Investigative reporter and author, Tim Gaynor, interviews smugglers, migrants, and the enforcers tasked with keeping them out, all along the US-Mexico border. His descriptions are vivid and real, because he is there. He walks where they walk, and for a short time, tries to live in their shoes. I am enraptured by the story.
Gaynor confirms my instincts that "one size fits all" solutions rarely work. On the fourteen foot double fence in urban areas there is no razor wire. No-one wants images of dead migrants hanging from a cruel fence. Rather, the mesh of the fence is too tight to get a toehold. The fence is formidable, but not deadly.
But these great double fences, heavily watched, would be ineffective across the great stretches of barren wilderness along the border. In the wilder areas, a border patrol can afford to allow a smuggler or illegal immigrant to spend a few days trekking to civilization. Often the harshness of the land does the work for them, and the fugitives are more than happy to be picked up. Out in the wilderness, a fascinating blend of horse-mounted trackers, military strength helicopters, and pilotless drones do their work.
What have I learned from the book? Real solutions requires us to not be too quick to lash out answers. Talk to the people on the front line. Walk with them and learn what they know. Different conditions may demand a variety of responses. Listen. Extra funding can help where workers are overwhelmed (i.e. Tijuana), if intelligently applied.
The root problem is we have an inequity, marked with a border. We've created "us versus them". Reduce the inequity, and the demand goes away. We are maybe not ready for a borderless world, but perhaps this humbling recession will reduce the strain.
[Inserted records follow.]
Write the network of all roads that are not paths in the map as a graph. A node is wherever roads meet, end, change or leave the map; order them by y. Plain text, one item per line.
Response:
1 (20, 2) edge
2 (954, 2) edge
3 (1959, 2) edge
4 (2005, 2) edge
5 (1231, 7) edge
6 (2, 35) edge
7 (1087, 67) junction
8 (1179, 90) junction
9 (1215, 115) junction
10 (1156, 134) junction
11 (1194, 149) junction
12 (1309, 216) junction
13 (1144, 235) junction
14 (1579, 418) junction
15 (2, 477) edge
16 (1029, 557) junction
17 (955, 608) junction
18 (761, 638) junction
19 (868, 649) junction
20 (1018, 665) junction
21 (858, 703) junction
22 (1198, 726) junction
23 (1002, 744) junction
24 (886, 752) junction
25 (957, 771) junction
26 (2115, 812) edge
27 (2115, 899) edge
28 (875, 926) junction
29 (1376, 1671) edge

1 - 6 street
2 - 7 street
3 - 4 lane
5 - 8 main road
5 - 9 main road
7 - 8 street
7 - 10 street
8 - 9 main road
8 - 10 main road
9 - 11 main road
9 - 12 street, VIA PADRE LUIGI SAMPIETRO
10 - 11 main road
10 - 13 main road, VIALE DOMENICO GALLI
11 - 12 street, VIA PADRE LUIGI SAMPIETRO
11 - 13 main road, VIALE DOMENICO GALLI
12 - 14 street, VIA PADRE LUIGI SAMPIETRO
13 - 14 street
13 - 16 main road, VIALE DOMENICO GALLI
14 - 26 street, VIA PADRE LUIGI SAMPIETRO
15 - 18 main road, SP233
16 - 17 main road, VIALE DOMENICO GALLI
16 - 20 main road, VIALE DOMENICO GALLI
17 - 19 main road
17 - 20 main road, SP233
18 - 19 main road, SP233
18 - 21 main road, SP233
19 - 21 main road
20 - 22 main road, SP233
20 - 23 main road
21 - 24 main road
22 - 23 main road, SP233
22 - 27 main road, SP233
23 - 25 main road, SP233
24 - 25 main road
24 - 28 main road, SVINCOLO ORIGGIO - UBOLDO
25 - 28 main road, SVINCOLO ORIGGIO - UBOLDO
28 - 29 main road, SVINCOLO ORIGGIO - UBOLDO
Edited to add: Another gem from the book, which confirms my concern that throwing money at the problem can cause unintended results. At the very end of chapter 9, Corruption, page 226, public servants are nervous about mass hiring to fill in a gap. A similar mass hiring in Miami resulted in a sharp rise in corruption uncovered a few years later. Those in the know are concerned about hiring too many people at once, many who might be less qualified. Paul Charlton, a former US attorney in Arizona, states, "My greatest concern is that the public will lose faith in law enforcement and our government. You only have to look at government south of the border to understand what that means," he said, in reference to Mexico's corrupt authorities, regarded with a mixture of apprehension, contempt and despair by most Mexicant. "Once the public loses faith in its law enforcement, once they no longer trust that the individuals wearing uniforms are working to protect them but [see that] instead [they] are working for their own benefit, then there is a whole greater degree of lawlessness. That kind of disrespect actually attacks the fundamentals of our democracy."
I think the principle of trust between government and the governed is older than democracy. I quote Confucious, "Tzu Kung asked about governing, and the Master said 'Adequate supplies of food, adequate stores of munitions, and the confidence of the people.' Tzu Kung said, 'suppose you unavoidably had to dispense with one of these, which would you forgo? The Master said, 'Munitions.' Thereat Tzu Kung asked if of the remaining two he had to dispense with one, wich he would forgo. The Master said, 'Food; for all down history death has come to all men (and yet society survives); but the people who have no confidence (in their rulers) are undone.' "(xii. 7.)